__EXERCISE BRIEF__. Your task is to return all of the records exactly, minus any images.

Extracted data entries
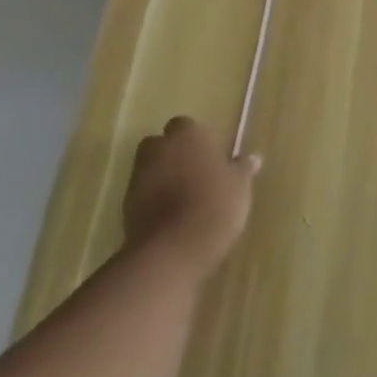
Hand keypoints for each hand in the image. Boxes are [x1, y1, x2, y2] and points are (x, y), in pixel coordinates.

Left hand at [122, 116, 260, 278]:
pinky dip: (154, 200)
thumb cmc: (214, 205)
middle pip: (162, 144)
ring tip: (187, 198)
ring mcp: (138, 178)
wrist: (171, 250)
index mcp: (189, 135)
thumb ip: (242, 168)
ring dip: (164, 177)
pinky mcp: (125, 207)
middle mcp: (159, 149)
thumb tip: (252, 158)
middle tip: (197, 173)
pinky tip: (173, 216)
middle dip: (175, 155)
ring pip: (151, 169)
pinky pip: (143, 195)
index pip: (188, 126)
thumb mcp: (240, 186)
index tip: (212, 156)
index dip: (199, 140)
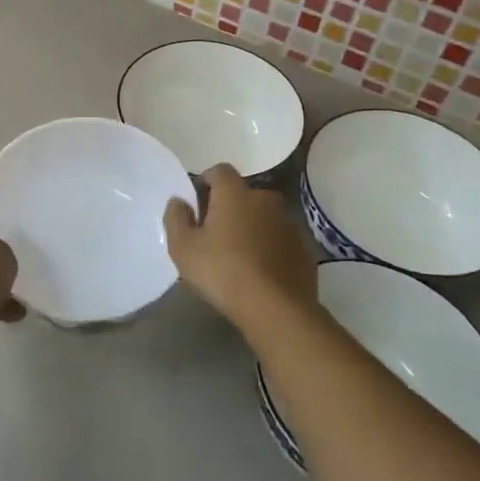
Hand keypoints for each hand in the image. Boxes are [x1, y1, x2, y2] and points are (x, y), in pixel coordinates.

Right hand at [164, 165, 317, 331]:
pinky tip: (259, 272)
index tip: (197, 203)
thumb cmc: (223, 272)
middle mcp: (265, 199)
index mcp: (234, 193)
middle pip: (242, 195)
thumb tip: (179, 201)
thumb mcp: (183, 248)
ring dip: (251, 228)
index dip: (206, 182)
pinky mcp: (304, 249)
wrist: (277, 309)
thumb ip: (176, 218)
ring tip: (238, 256)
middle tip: (214, 234)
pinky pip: (279, 240)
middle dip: (228, 207)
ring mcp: (289, 224)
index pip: (219, 171)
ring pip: (263, 217)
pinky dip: (269, 248)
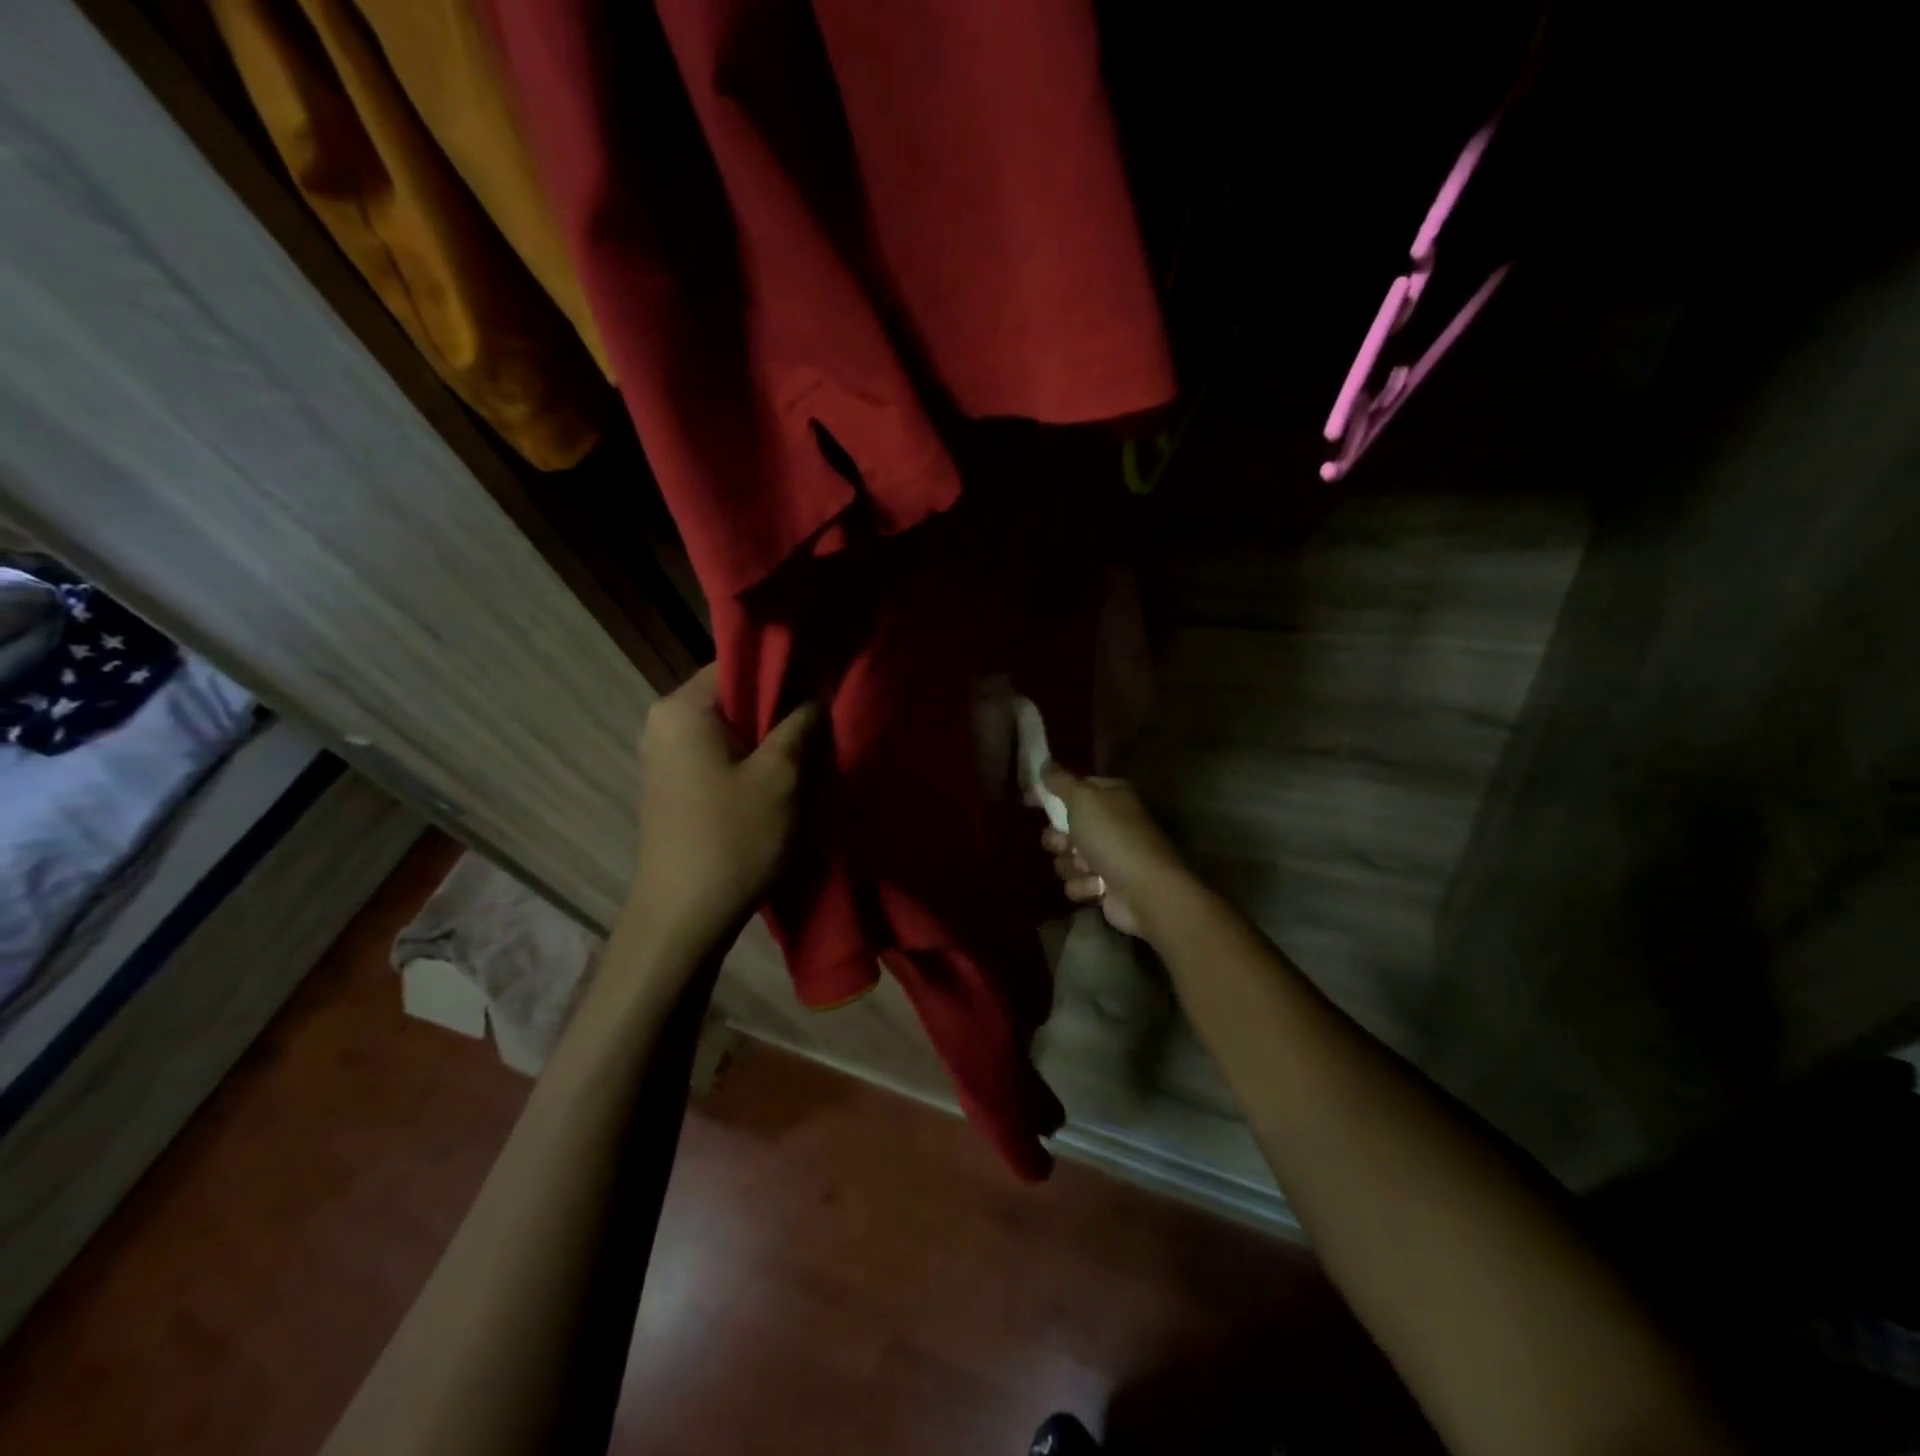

__ANSWER SPACE__.
Hand keypoints for each hand in the image. Boxes are [x1, y1, x2, y2] and points are (x, y), in pixel coordinates.

Left hand at [122, 116, 260, 278]:
pinky dip: (154, 200)
thumb cmc: (214, 205)
middle pip: (162, 144)
ring tip: (187, 198)
ring mcp: (138, 178)
wrist: (171, 250)
index mcp: (189, 135)
thumb ip: (242, 168)
ring dip: (164, 177)
pinky mcp: (125, 207)
middle mcp: (159, 149)
thumb tip: (252, 158)
middle tip: (197, 173)
pinky tip: (173, 216)
middle dip: (175, 155)
ring pip: (151, 169)
pinky pip: (143, 195)
index pip: (188, 126)
thumb mcp: (240, 186)
index tip: (212, 156)
index dip: (199, 140)
Hand keypoints for each hand in the image. Boxes are [x1, y1, x2, y2] and points are (x, y), in pixel coordinates.

Right hand at [164, 165, 317, 331]:
pinky tip: (259, 272)
index tip: (197, 203)
thumb cmc: (223, 272)
middle mcp: (265, 199)
index mcp: (234, 193)
middle pip: (242, 195)
thumb tip: (179, 201)
thumb mcp: (183, 248)
ring dip: (251, 228)
index dip: (206, 182)
pinky mcp: (304, 249)
wrist: (277, 309)
thumb ip: (176, 218)
ring tip: (238, 256)
middle tip: (214, 234)
pinky pip: (279, 240)
middle dip: (228, 207)
ring mcp: (289, 224)
index pip: (219, 171)
ring pip: (263, 217)
pinky dip: (269, 248)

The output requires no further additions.